Segment Start: ENTRIES SHOWN

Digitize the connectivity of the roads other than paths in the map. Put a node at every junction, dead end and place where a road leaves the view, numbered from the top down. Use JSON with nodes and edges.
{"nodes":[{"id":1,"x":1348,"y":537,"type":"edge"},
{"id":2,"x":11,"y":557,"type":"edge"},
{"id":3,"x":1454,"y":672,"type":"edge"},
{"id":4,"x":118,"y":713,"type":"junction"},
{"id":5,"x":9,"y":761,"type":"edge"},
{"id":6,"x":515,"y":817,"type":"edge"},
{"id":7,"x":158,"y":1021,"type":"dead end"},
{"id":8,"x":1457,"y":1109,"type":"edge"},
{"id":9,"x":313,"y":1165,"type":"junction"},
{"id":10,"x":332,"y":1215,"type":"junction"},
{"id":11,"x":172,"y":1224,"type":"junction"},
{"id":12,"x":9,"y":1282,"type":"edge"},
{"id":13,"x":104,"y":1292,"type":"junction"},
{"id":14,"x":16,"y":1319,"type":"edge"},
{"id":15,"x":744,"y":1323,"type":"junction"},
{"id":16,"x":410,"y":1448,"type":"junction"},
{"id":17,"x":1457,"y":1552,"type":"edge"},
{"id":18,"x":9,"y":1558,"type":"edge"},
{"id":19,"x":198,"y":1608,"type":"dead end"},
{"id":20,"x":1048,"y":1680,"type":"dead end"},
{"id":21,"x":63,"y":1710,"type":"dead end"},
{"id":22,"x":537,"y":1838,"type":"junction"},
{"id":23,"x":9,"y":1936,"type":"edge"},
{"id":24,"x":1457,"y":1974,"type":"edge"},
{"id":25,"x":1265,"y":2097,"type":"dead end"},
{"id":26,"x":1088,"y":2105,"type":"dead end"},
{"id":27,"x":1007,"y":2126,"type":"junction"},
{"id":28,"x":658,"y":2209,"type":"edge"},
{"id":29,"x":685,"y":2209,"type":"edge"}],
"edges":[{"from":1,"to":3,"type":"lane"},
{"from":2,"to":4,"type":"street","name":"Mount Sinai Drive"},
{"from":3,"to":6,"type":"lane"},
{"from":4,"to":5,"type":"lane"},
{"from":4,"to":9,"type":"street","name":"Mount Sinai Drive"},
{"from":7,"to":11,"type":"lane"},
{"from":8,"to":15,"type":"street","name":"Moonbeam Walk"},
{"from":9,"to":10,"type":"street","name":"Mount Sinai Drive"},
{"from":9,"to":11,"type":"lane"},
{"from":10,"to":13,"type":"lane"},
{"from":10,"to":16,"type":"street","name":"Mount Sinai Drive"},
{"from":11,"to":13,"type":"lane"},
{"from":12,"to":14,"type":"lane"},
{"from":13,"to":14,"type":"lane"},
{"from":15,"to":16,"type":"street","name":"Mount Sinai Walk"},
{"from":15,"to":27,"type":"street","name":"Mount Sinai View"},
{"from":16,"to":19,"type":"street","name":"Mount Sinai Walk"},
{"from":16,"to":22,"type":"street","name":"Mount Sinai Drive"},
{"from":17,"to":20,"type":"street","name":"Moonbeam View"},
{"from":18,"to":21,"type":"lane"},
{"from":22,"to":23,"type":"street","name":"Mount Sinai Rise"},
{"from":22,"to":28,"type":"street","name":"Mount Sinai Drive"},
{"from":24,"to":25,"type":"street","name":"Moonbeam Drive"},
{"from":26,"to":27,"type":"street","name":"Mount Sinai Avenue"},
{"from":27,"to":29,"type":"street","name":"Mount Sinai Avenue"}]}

Segment End: ENTRIES SHOWN

TO DO
The word "Avenue" occurs on some lines of the data. Give the number of those lines only.

TASK RESULT
2